Records shown —

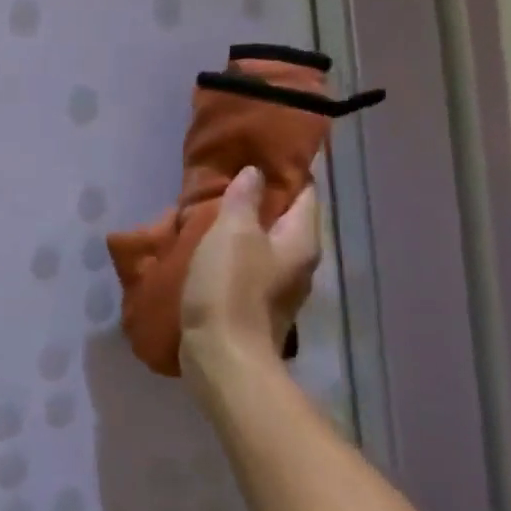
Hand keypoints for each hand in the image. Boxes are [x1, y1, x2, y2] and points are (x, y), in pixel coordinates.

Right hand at [180, 166, 320, 392]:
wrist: (222, 354)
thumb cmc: (230, 288)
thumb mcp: (232, 234)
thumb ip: (244, 201)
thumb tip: (254, 174)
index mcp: (301, 242)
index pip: (304, 195)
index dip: (284, 173)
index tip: (257, 156)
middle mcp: (298, 264)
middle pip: (285, 221)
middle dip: (260, 201)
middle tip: (227, 182)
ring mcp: (277, 288)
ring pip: (264, 245)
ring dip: (242, 228)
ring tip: (211, 213)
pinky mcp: (254, 305)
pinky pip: (247, 266)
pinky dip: (231, 253)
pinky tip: (206, 250)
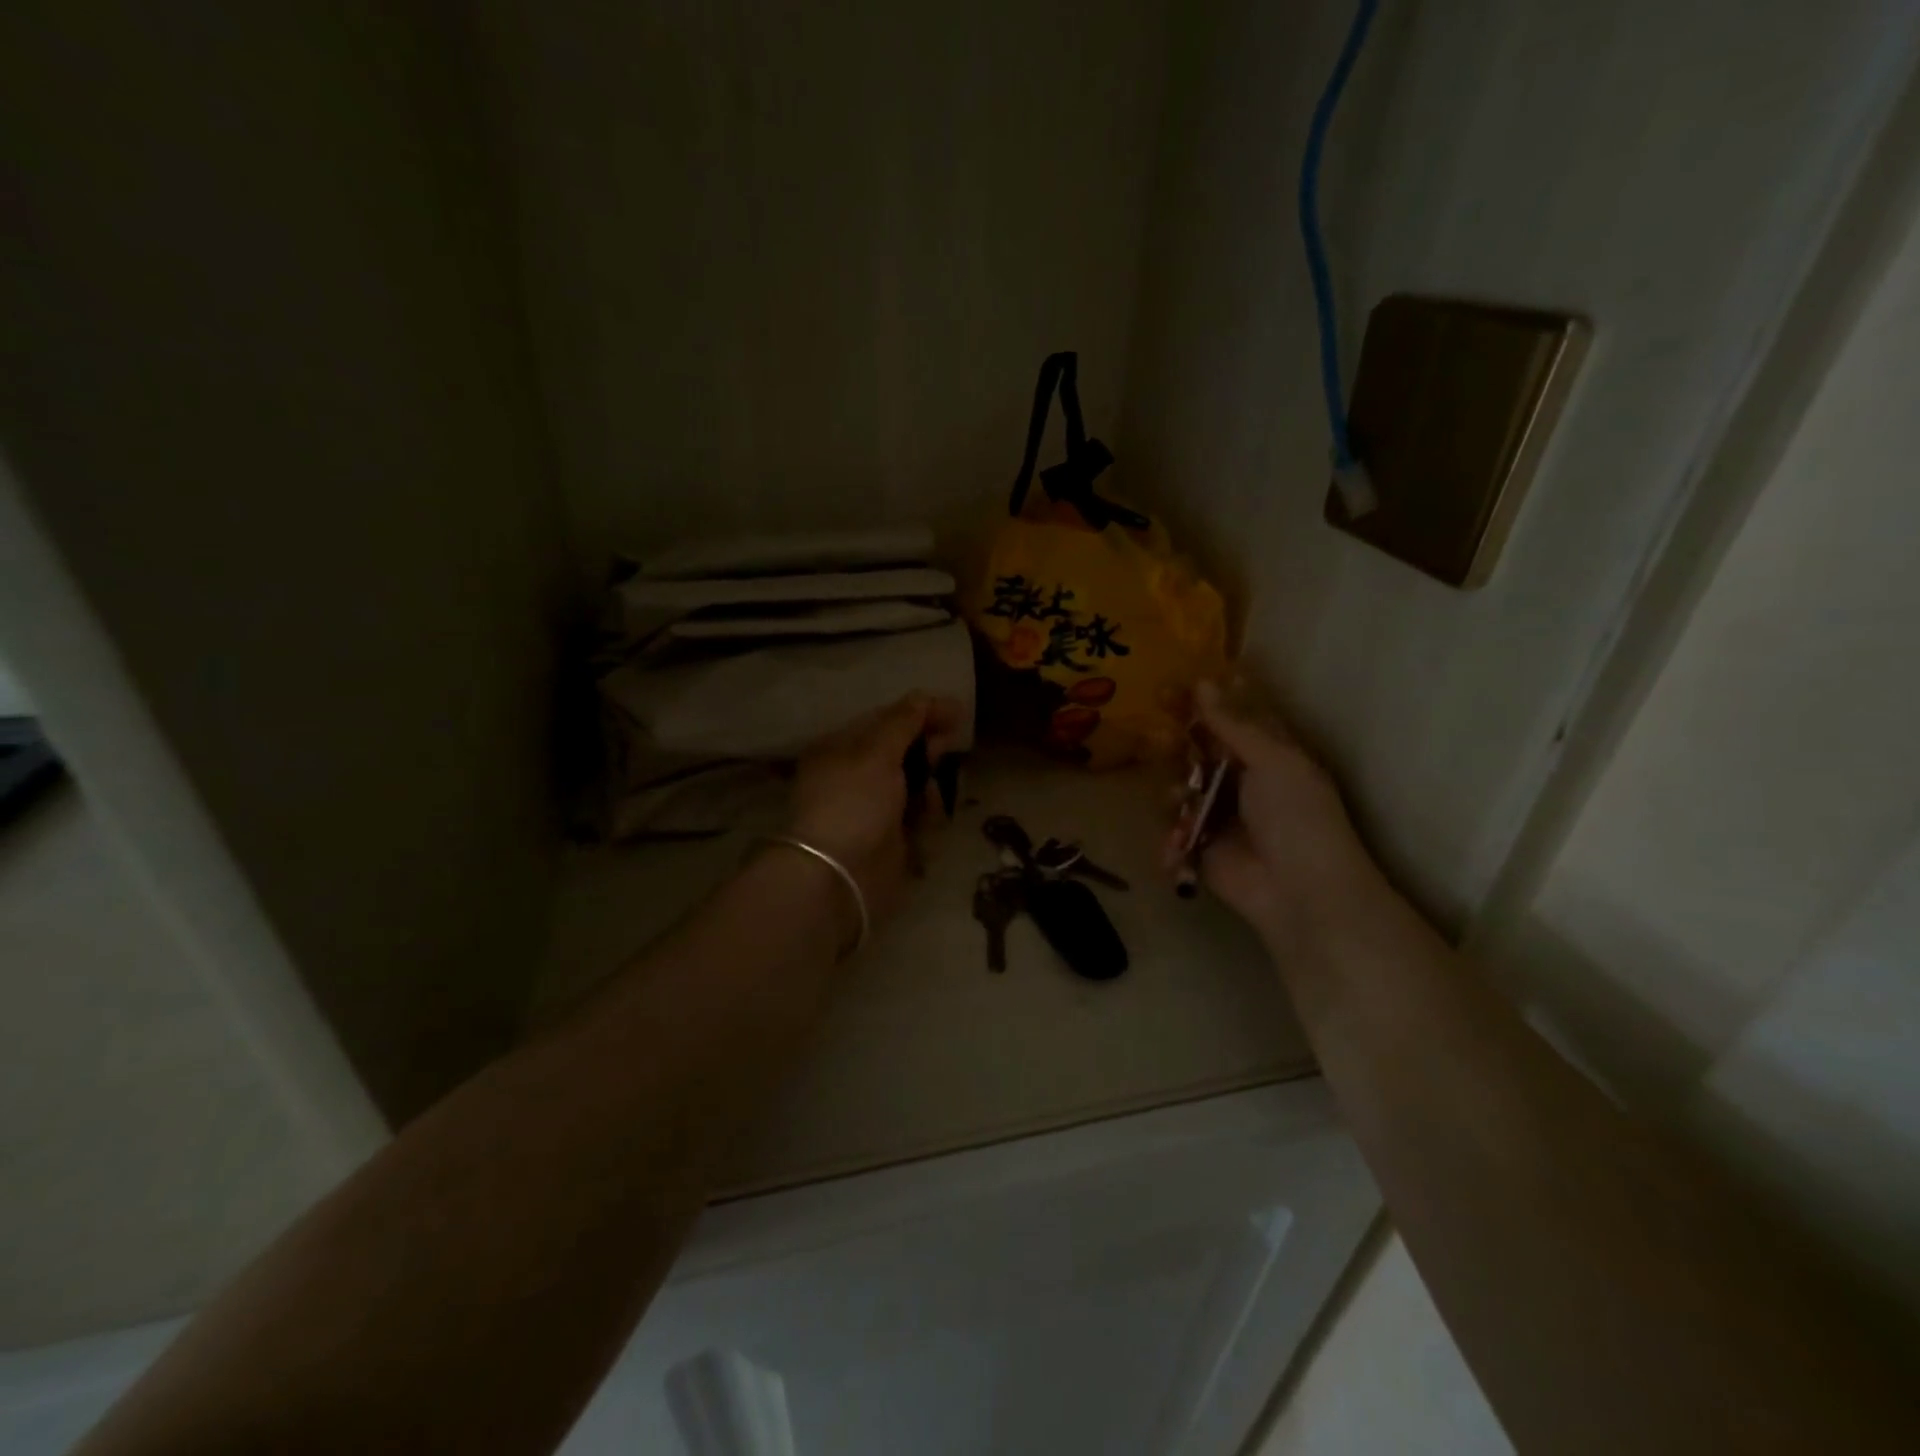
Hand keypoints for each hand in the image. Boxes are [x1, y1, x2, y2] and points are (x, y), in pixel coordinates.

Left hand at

Task statement — Any picture in the listing is to be omitted. Return exactly the lines from the one containing "index tip: (257, 156)" through its last line, both included, and only those.

Written answer —
index tip: (257, 156)
middle mcp: (298, 264)
middle pip: (285, 221)
middle dip: (260, 201)
middle tip: (227, 182)
ring mcp: (277, 288)
ring pip: (264, 245)
ring dip: (242, 228)
ring tip: (211, 213)
pinky mcp: (254, 305)
pinky pip: (247, 266)
pinky dip: (231, 253)
pinky tip: (206, 250)
Hand keypoints for each hand in the image. Boxes are [x1, y1, x2, y2] and points are (x, y), in pixel coordinates.

Left hand at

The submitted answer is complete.